| WHAT IS BEING ASKED |
Isolate every line in the records below with "Right" in it.

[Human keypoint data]
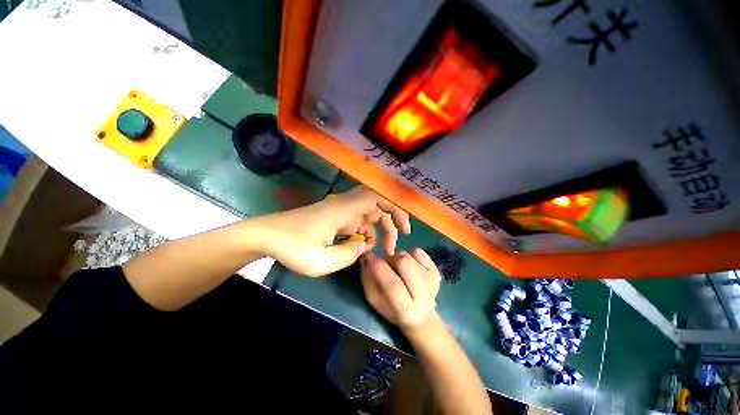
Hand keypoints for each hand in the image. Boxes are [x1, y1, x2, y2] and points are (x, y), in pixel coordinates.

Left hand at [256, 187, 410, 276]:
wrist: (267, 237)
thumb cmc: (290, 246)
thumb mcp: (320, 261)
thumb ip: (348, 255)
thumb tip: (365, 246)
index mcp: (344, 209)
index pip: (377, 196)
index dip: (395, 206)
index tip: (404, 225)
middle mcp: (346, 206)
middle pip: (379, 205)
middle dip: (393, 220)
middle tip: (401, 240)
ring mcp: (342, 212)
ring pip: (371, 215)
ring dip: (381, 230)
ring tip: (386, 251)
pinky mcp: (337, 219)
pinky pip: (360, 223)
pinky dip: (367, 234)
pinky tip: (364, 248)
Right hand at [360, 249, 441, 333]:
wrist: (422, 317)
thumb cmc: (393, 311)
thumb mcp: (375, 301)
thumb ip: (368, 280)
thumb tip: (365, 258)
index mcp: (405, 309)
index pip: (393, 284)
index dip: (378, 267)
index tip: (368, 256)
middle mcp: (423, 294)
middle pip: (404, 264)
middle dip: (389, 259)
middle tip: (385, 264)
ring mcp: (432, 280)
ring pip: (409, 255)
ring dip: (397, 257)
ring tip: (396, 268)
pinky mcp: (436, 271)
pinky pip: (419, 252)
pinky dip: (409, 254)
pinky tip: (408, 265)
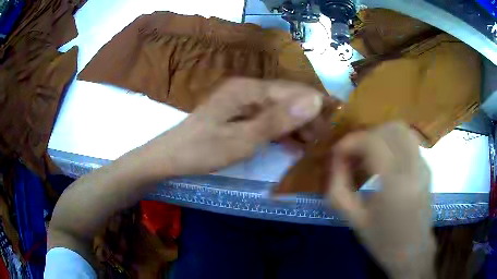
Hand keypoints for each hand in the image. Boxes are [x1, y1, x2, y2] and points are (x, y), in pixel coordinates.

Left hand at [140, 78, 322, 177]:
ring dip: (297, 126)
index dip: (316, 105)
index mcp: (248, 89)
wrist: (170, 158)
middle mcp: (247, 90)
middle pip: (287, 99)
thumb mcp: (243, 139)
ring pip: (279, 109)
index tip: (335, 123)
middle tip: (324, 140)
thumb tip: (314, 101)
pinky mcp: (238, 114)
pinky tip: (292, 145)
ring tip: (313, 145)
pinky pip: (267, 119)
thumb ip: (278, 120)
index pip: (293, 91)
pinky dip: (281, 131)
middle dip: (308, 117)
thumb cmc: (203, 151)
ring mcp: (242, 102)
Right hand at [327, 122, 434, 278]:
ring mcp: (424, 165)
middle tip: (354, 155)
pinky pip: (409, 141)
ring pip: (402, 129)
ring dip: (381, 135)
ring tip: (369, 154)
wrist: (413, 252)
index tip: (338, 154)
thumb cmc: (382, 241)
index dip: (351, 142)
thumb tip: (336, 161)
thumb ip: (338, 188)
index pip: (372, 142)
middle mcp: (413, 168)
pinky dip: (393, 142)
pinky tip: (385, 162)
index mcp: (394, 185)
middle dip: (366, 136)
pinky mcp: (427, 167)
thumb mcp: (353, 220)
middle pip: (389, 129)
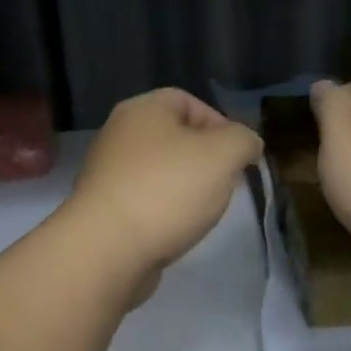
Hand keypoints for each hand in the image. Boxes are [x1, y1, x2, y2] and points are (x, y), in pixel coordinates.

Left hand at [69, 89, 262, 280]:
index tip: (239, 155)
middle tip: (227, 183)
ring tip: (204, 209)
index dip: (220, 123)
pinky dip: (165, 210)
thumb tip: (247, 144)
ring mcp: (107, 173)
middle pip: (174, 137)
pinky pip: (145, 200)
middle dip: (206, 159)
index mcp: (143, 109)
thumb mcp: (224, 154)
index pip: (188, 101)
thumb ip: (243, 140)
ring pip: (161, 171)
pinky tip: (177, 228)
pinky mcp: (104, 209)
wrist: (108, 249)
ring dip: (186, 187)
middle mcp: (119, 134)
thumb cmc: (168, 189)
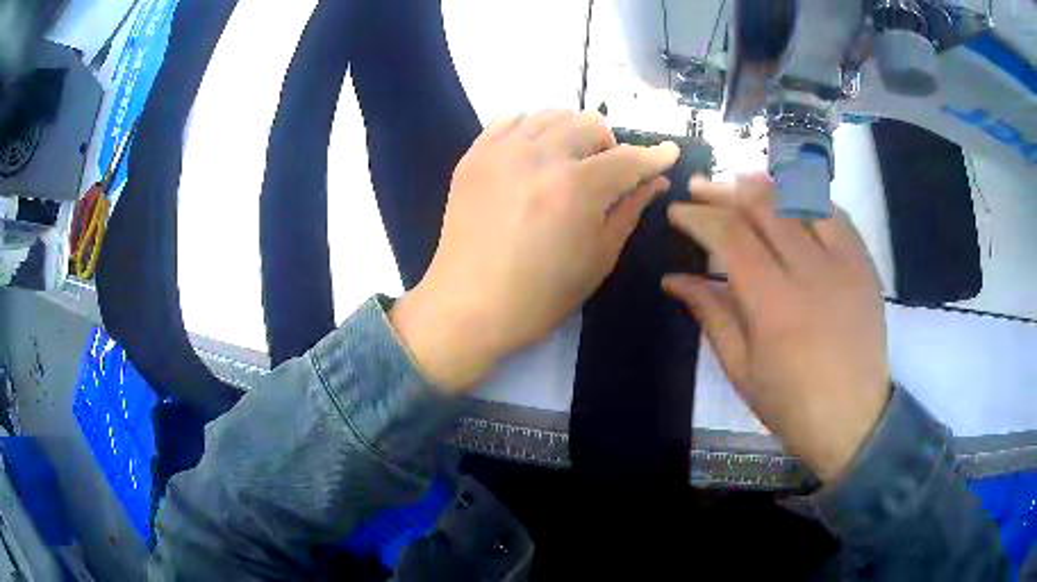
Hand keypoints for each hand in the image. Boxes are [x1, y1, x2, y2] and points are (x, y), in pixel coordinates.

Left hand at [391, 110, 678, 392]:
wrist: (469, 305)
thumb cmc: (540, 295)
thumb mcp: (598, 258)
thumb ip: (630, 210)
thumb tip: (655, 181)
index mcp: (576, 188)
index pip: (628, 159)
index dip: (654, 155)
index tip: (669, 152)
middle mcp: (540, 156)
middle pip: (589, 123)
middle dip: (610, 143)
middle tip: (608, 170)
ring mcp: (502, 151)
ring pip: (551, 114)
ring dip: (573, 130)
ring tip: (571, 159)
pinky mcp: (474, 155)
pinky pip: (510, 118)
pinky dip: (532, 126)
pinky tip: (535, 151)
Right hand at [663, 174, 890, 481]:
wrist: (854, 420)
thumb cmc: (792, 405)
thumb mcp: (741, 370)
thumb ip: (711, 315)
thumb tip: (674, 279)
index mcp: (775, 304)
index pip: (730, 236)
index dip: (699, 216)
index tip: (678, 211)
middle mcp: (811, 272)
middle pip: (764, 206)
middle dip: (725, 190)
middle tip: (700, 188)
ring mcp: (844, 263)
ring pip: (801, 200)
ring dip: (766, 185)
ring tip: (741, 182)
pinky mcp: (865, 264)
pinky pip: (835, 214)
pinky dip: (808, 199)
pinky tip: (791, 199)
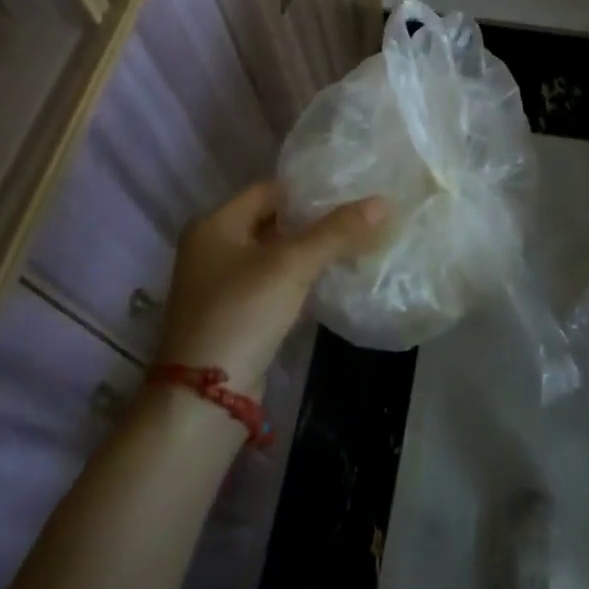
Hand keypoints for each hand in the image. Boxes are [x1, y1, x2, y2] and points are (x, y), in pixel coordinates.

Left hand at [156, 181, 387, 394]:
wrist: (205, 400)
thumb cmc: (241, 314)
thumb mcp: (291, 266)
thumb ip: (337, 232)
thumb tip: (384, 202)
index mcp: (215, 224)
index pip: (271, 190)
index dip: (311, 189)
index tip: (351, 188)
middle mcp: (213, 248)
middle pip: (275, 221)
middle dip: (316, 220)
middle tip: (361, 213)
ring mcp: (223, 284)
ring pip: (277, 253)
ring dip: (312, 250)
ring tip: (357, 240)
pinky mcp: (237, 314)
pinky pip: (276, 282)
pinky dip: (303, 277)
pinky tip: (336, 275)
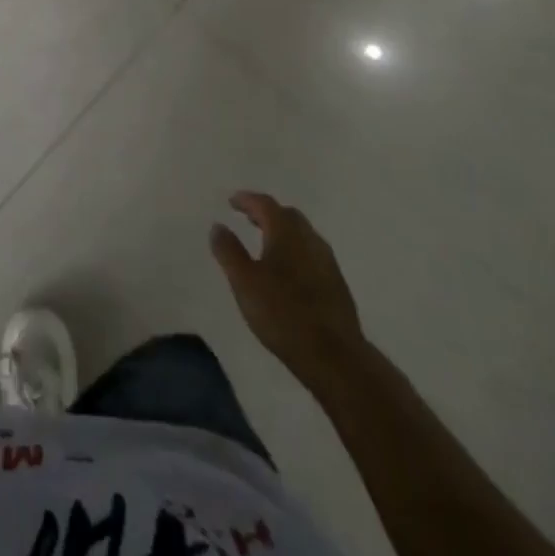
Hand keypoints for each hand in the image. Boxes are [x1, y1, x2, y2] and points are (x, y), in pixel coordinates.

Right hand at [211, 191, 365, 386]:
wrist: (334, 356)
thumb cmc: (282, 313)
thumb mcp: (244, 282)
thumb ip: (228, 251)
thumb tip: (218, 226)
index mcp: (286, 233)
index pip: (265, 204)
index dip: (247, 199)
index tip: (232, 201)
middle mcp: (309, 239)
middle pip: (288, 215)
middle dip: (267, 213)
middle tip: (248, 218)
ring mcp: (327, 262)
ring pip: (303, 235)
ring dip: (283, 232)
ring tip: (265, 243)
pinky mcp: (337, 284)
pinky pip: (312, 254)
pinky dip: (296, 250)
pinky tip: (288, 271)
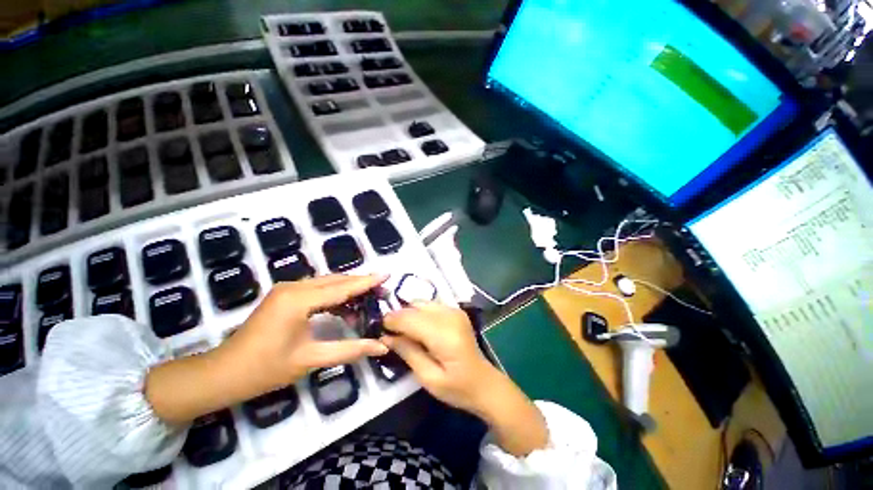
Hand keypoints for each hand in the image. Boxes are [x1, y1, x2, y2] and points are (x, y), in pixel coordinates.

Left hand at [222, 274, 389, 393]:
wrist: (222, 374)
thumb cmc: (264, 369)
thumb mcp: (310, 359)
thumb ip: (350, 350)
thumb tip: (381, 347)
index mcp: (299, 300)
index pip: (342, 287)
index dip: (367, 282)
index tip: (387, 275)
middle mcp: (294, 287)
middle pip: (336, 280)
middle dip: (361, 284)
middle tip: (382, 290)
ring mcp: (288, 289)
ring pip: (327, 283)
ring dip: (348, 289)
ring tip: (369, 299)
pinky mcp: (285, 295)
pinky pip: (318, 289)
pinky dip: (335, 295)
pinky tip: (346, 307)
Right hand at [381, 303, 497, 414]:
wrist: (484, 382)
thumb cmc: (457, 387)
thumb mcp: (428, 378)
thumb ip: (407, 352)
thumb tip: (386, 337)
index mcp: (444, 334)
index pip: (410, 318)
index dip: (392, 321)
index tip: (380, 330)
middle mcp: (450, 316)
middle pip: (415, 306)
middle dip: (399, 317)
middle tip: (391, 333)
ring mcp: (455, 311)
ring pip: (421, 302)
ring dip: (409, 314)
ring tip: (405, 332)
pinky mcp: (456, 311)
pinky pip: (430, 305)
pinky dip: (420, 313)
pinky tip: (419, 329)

| TASK RESULT |
Right hand at [360, 249, 441, 333]:
Right hand at [327, 122, 434, 278]:
Right hand at [663, 174, 890, 481]:
Right hand at [211, 191, 365, 386]:
Right hand at [381, 303, 497, 414]:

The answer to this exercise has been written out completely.